France Debray : Avant l’indépendance, c’était l’ordre colonial qui régnait. L’ordre colonial, ça veut dire plusieurs choses : une administration coloniale qui est extrêmement forte, qui occupe tous les emplois stratégiques. Une administration qui ne permet pas aux ethnies d’échanger entre elles. Un territoire qui est bloqué et très contrôlé avec une population autochtone qui a eu un accès à l’éducation fortement limité. La Belgique a assuré l’alphabétisation mais elle n’a pas assuré l’éducation politique. L’administration coloniale n’a jamais encouragé la formation des cadres. Il y a une sorte d’apartheid dans ce pays, car les autochtones noirs sont maintenus dans une situation d’infériorité. Le jour de l’indépendance, les leaders noirs et le premier d’entre eux, Patrice Lumumba, sont particulièrement conscients qu’il n’y pas de cadres pour remplacer les blancs au Congo, contrairement à tous les autres pays d’Afrique où on n’a pas empêché les noirs de se former et de pouvoir être une élite de remplacement. Il n’y a pas d’élite noire, même au niveau politique. Il n’y pas eu d’éducation politique. Et cette carence a été accrue en 1960. Lors de l’indépendance, il y a une mutinerie dans l’armée que le nouveau gouvernement dirigé par Lumumba, premier ministre et ministre de la défense, et Kasa-Vubu , au poste de président , essaie de pacifier. La Belgique autorise ses fonctionnaires à quitter le Congo et, en quelques jours, le pays se vide des cadres européens qui étaient là pour qu’il fonctionne. Résultat, on a un pays qui n’a plus de force publique, d’ossature administrative, qui n’a plus d’argent, qui est en errance. Lumumba appelle l’ONU pour le stabiliser. Mais elle ne joue pas son rôle. Les principes de Lumumba (droits de l’homme et souveraineté de l’Etat) dérangent les Etats-Unis, la Belgique et le Katanga. Alors, ces derniers créent un cartel qui décide l’élimination de Lumumba.

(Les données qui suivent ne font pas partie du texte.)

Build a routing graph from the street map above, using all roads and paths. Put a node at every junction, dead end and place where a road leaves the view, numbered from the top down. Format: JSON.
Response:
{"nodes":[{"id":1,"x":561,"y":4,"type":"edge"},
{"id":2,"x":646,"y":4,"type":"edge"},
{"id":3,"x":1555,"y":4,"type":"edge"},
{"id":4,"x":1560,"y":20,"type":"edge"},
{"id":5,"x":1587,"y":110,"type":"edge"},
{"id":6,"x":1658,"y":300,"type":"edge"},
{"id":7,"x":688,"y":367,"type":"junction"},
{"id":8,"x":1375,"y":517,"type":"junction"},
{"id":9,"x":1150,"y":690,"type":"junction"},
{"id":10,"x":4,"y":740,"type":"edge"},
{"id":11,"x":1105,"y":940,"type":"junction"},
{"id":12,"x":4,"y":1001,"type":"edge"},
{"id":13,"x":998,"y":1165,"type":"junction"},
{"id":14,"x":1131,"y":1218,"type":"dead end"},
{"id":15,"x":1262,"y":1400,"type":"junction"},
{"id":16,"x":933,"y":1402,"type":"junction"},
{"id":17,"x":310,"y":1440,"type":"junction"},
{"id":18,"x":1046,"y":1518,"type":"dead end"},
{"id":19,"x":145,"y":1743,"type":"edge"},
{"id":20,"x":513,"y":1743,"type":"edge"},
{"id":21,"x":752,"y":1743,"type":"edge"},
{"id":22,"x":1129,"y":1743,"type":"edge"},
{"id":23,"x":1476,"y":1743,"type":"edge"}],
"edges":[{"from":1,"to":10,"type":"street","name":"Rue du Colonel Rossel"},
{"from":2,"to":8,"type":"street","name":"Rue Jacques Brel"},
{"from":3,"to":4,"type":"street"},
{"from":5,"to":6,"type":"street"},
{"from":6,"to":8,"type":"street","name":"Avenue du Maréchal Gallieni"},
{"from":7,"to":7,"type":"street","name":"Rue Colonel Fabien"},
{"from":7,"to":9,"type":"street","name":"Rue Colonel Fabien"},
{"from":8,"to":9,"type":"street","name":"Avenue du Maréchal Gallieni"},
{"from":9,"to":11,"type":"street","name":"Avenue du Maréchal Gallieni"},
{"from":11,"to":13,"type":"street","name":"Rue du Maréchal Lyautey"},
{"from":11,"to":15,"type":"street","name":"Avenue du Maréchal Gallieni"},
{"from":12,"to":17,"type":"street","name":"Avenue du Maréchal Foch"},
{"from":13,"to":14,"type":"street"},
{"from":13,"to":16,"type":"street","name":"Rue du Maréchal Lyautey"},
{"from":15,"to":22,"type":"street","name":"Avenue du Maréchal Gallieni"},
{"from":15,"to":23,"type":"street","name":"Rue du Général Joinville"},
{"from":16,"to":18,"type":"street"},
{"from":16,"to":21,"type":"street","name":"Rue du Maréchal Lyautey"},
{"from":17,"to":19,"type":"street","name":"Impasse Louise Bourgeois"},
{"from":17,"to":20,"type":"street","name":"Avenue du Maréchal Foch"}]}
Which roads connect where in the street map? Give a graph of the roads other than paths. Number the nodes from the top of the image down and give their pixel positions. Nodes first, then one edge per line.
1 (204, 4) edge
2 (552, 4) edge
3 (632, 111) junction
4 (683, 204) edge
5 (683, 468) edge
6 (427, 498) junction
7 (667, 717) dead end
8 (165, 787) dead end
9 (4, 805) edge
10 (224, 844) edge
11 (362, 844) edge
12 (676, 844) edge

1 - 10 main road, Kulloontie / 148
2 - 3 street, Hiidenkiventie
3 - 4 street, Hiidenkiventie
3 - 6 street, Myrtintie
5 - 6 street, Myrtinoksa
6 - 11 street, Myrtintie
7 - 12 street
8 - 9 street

Afrik.com : Quel est votre regard sur le Congo-Kinshasa d’aujourd’hui ?
France Debray : Il faut trois générations pour se remettre du choc d’une indépendance aussi mal partie, pour se défaire de toutes les mauvaises habitudes prises. Toute la politique a été achetée. On n’a pas arrêté d’acheter les politiques congolais. Toute l’ère Mobutu va suivre ce mouvement. Mais la génération actuelle veut changer la donne. Cependant, il faut, à mon humble avis, trois générations pour arriver à la démocratie. Il faut deux ou trois générations pour remettre en état un pays qui a été ravagé entièrement. Les ethnies se sont bouffées les unes les autres. Il n’y a eu aucune structure, on ne leur a rien appris. Aujourd’hui, on trouve des Congolais qui regrettent la période coloniale, parce que il y avait la paix, mais en réalité ils n’avaient aucun pouvoir. On ne peut pas sortir de la période coloniale et de ces 50 ans d’indépendance comme ça. Moi, je pense à l’assassinat de Floribert Chebeya qui date de juin dernier: c’est un relent du passé. Les Congolais ont fait des progrès. Lumumba est le meilleur héritage pour aller de l’avant. Mais le Congo-Kinshasa de 2010 panse encore les plaies du Congo de 1960.